Medical supplies can be sold, either to third parties or to the people Obama is intending to help. If we give them aid, we give the things they can sell or we aliviate the need they have to get that aid from countries that ARE willing to give them weapons. And if medical supplies end up helping al Qaeda fighters, then that’s more of them to go after us at some point.
But you continue to want to expand this beyond my original objection to the OP, and I’m not really sure why. THe OP states " Second, he is meeting with people affiliated with Al Queda". The claim was "meeting’, not “dealing” or “supporting”. I’m asking the OP why McCain “meeting” with certain people is different from Obama administration officiaLs “meeting” with the same people.
It was in reference to your post, but the question is for people who are suggesting there’s something deeply wrong with what McCain did. I agree that his jaunt sets a different tone than Obama’s posture, but I’m not clear that there’s anything reprehensible or even inappropriate about it.
McCain is a Republican. I’m not comfortable asserting that this adds reprehensibility as a feature of everything he does; however, it does mean he doesn’t usually deserve the benefit of the doubt that it isn’t.

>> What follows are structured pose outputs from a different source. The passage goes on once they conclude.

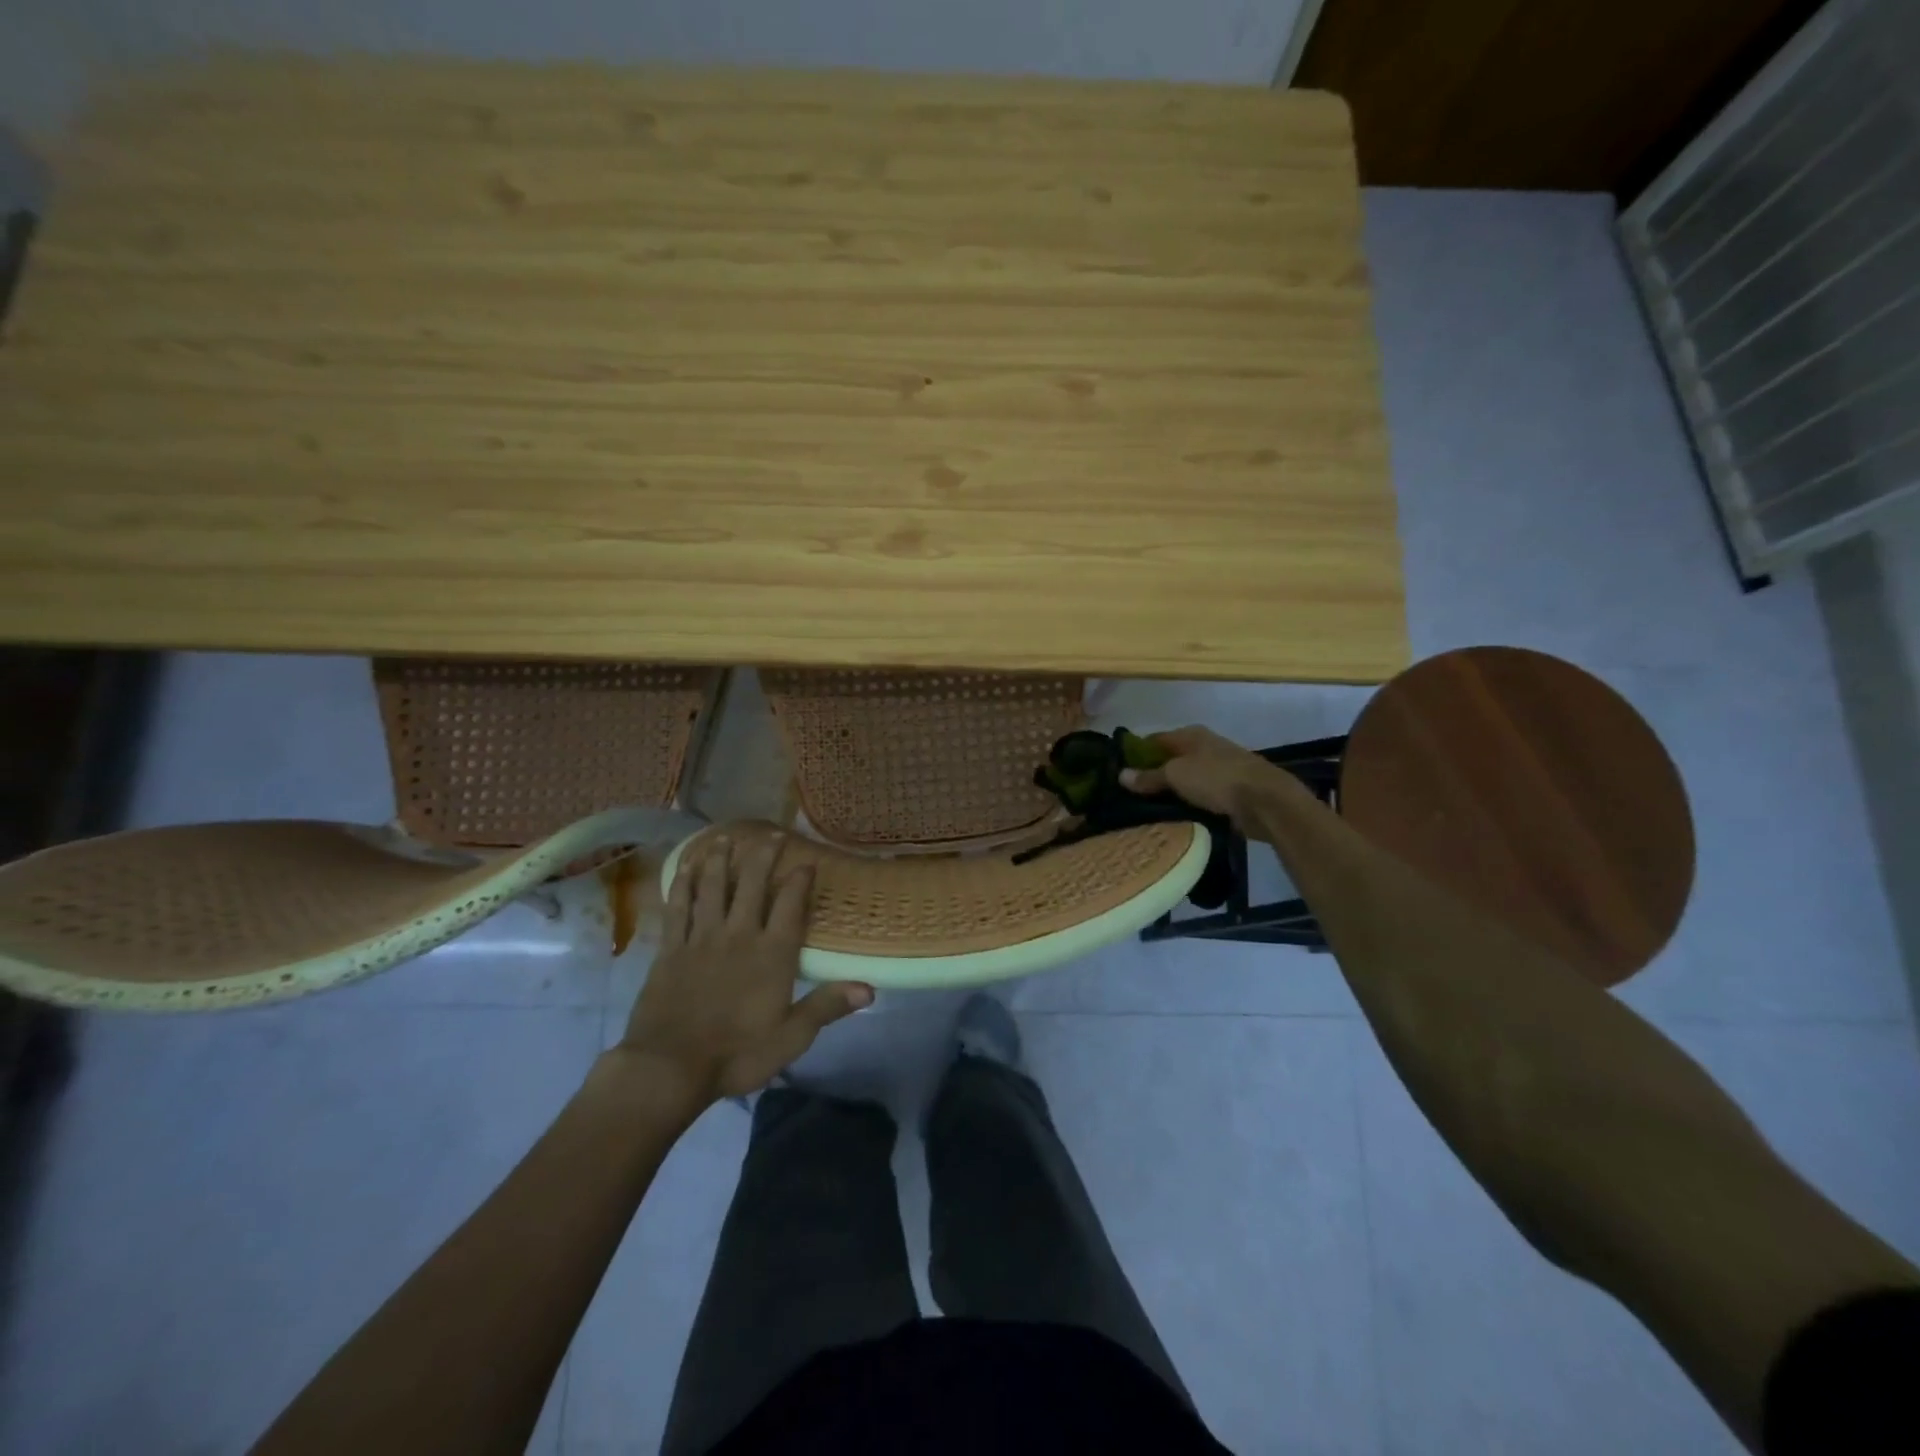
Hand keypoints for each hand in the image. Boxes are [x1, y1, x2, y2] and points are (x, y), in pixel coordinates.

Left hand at [616, 834, 872, 1112]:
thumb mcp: (791, 1037)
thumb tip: (870, 988)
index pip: (790, 906)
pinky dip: (683, 885)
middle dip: (764, 856)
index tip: (807, 861)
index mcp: (772, 954)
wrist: (668, 1067)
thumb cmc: (737, 1054)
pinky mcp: (671, 949)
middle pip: (752, 885)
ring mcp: (702, 939)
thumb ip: (827, 1006)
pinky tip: (685, 868)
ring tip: (725, 838)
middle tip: (771, 833)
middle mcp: (739, 935)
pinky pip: (678, 908)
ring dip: (720, 860)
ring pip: (713, 888)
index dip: (800, 880)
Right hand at [1120, 725, 1295, 824]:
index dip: (1135, 754)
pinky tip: (1176, 817)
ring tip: (1148, 810)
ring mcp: (1220, 768)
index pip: (1154, 740)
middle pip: (1171, 760)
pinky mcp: (1231, 790)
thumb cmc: (1216, 778)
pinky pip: (1201, 796)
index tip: (1118, 773)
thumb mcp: (1176, 775)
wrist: (1265, 800)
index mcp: (1191, 734)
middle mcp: (1205, 747)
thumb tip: (1120, 775)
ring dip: (1172, 792)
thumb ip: (1148, 776)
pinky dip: (1189, 803)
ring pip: (1187, 779)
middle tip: (1129, 796)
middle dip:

While I think Senator McCain has veered off to far to the right in many ways in recent years, I think this is a commendable visit on his part, providing moral support to the rebels against the Assad regime.
Does that mean the R-party wants U.S. intervention in Syria? IME, American RWs are divided on that point, are even divided as to which side they want to win this war.
I guess with 80,000 dead, millions displaced, and the war gradually, deliberately, spreading to its neighbors we can still only assume that Assad is ‘too beastly to permit’
With an attitude like yours, I guess nobody in the Middle East deserves to live in a democracy that reflects their beliefs and attitudes.
I’m glad McCain is trying to do at least something to bring attention to this problem. I think it also helps to see pictures of this old white guy with the FSA leadership; they lack our public’s support due to them being insufficiently like us to be considered worthy of democracy. McCain adds a touch of whiteness to them that I think the FSA really needs.
I think this is one of those things that reasonable people can disagree about.
For the record, I’m against it. I have no problems giving moral and humanitarian support, but not military support. This is a civil war, and we’re already seeing Syria divided up into fiefdoms. It could make Iraq look like Czechoslovakia (eg, the velvet revolution), as the ethnic and sectarian divisions are much, much more complicated.